Thanks for this informative and inspirational piece. Love, Maria
Audrey Hunt (author) from Idyllwild Ca. on June 02, 2017:
Thanks Flourish. So glad you could confirm my description and feelings for this incredible orchestra and the hall itself. Regardless of where one sits there is a clear view of the stage and the acoustics are first class.
Enjoy your day.
Mary Wickison from Brazil on June 02, 2017:
I have only been to Nashville once and sadly that was before this was built.
I would love to visit again and experience it first hand. There is nothing like live music to really appreciate a piece.
I had no idea about the different types of sound taken into account in the construction. I love your suggestions for training oneself for listening.
mckbirdbks from Emerald Wells, Just off the crossroads,Texas on June 02, 2017:
Hello Audrey - It must be wonderful to be immersed in the world of music.

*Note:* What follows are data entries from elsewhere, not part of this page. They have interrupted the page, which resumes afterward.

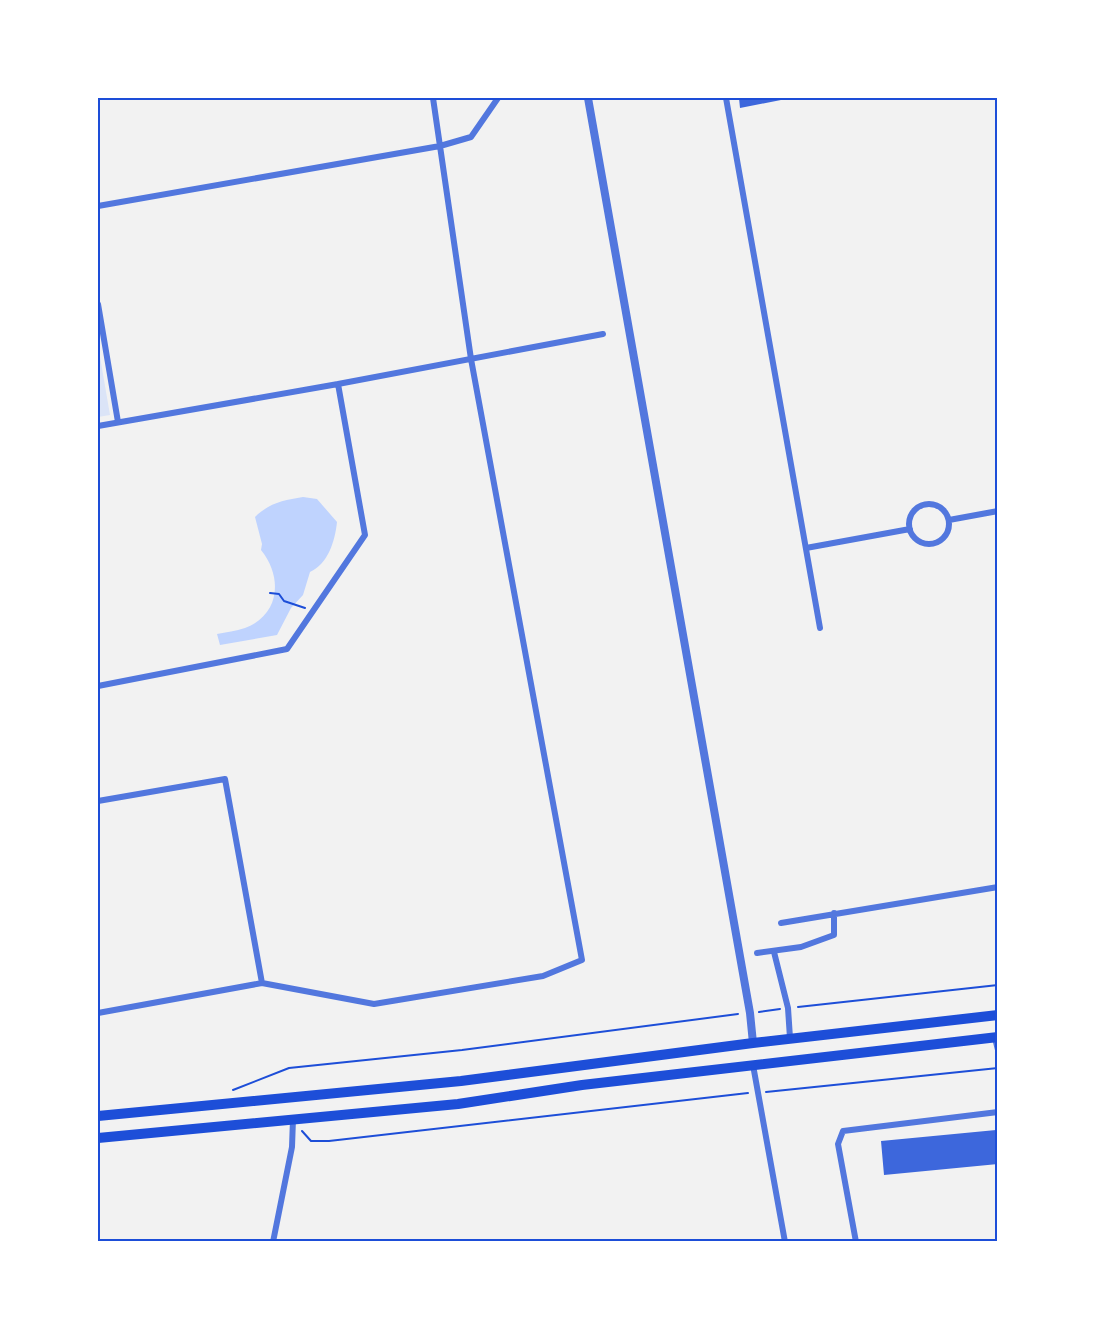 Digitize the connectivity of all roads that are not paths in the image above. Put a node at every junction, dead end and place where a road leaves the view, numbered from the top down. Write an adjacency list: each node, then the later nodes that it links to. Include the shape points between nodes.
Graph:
1 (433, 98): 5 (street)
2 (498, 98): 5 (street, via 471,137)
3 (588, 98): 30 (street)
4 (726, 98): 16 (street)
5 (440, 146): 6 (street); 9 (street)
6 (98, 206)
7 (98, 304): 11 (street)
8 (603, 334): 9 (street)
9 (471, 359): 10 (street); 25 (street, via 582,960 543,976 374,1004)
10 (338, 384): 11 (street); 18 (street, via 365,535 287,649)
11 (118, 422): 12 (street)
12 (98, 426)
13 (998, 511): 14 (street)
14 (949, 520): 15 (street, via 944,539 932,544 918,541); 15 (street, via 943,508 924,505 913,512)
15 (910, 529): 16 (street)
16 (806, 548): 17 (street)
17 (820, 628)
18 (98, 686)
19 (98, 801): 25 (street, via 225,779)
20 (998, 887): 21 (street)
21 (834, 913): 22 (street); 23 (street, via 834,935)
22 (781, 923)
23 (774, 952): 24 (street); 29 (street, via 788,1008)
24 (757, 953)
25 (262, 983): 26 (street)
26 (98, 1013)
27 (998, 1015): 29 (main road)
28 (996, 1037): 31 (street); 32 (main road)
29 (790, 1038): 30 (main road)
30 (753, 1043): 34 (main road, via 461,1081)
31 (998, 1050)
32 (753, 1065): 35 (main road, via 458,1104); 38 (street)
33 (998, 1112): 39 (street, via 843,1131 838,1144)
34 (98, 1116)
35 (293, 1119): 36 (main road); 37 (street, via 292,1147)
36 (98, 1138)
37 (273, 1242)
38 (785, 1242)
39 (856, 1242)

It has carried you on clouds.
Bill Holland from Olympia, WA on June 02, 2017:
What a cool article, so full of history and points of interest...great photos...this article has it all, and it was written by a pro in the field of music.
Hey, do you watch "The Voice?" Just curious what you thought of Lauren Duski from this last season. I personally thought she should have won it all.
FlourishAnyway from USA on June 02, 2017:
I've had the pleasure of attending an event here and it is just as lovely as you describe. What an articulate description and rich articl.le.